When Bradley Schlozman testified yesterday before the Senate Judiciary Committee he repeatedly claimed that he’d been authorized to issue a series of ‘vote fraud’ indictments just before the November 2006 by Craig Donsanto, director of the Election Crime Branch at the Department of Justice. That surprised the committee such indictments violate DOJ rules against bringing such charges just before an election. And Donsanto himself actually wrote the manual that includes that policy.

TPMmuckraker.com researcher Will Thomas thought he rememebered Donsanto’s name. So he searched through the Department of Justice document dumps from this spring. And he found Donsanto’s name referenced in an October 4th 2004 email from fired New Mexico US Attorney David Iglesias. And in that email Iglesias restates the policy against such late-campaign indictments. “I am not aware,” writes Iglesias, “of any prosecution which will commence before November 2, 2004. I know Donsanto would not authorize such action because he has stated the same.”

Then this afternoon, TPMmuckraker.com’s Laura McGann spoke to Iglesias by phone to ask him about the October 2004 email and his understanding of Donsanto’s policy on such late-campaign indictments. Iglesias told McGann: “I actually saw the email that I sent on TPMMuckraker and I know exactly what you’re talking about. I had numerous conversations with [Donsanto] over the course of two years, I can’t believe that he’d have gone 180 degrees on that policy. I just don’t believe it.”

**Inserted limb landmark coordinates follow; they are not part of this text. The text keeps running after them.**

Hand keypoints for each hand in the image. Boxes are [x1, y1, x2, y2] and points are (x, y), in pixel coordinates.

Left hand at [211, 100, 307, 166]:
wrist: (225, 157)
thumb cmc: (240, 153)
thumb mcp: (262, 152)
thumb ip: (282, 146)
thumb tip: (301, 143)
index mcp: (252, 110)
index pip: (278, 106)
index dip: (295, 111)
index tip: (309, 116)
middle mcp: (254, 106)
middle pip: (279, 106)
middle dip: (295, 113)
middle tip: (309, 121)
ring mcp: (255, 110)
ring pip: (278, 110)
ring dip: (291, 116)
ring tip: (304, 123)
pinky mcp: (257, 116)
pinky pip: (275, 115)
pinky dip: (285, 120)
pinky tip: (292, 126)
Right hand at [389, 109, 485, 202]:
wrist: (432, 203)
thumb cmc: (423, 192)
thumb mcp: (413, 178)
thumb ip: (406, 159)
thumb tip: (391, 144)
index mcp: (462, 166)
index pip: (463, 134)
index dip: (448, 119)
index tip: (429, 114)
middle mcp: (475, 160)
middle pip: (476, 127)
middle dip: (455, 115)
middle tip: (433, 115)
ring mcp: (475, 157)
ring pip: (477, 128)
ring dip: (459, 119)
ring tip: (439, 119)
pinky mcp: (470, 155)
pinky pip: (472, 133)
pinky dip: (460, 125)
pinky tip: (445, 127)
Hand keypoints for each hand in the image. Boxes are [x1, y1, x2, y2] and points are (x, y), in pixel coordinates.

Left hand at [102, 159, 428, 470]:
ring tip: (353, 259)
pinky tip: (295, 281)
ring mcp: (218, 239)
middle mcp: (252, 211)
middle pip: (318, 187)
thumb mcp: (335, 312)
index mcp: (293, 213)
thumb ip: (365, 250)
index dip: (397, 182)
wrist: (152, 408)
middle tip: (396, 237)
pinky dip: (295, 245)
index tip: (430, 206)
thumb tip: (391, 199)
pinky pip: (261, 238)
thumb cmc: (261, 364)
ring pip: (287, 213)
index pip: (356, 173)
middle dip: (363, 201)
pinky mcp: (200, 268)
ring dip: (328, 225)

It’s not an idle point. Given Schlozman’s record of supporting efforts to suppress minority voter turnout, purge non-Republicans from key jobs in the Civil Rights Division and other infamies, it looks very much like he timed the indictments to drop just before the 2006 election to provide Missouri Republicans with a cudgel to use against then-candidate now-Senator Claire McCaskill.

So what’s the truth here? Schlozman said repeatedly and unequivocally under oath that Donsanto had authorized the indictments. Did Donsanto change “180 degrees”, in Iglesias’s words? By my understanding of DOJ guidelines Donsanto is not permitted to speak to the press. So I think only the investigators on Capitol Hill can find out from him what really happened.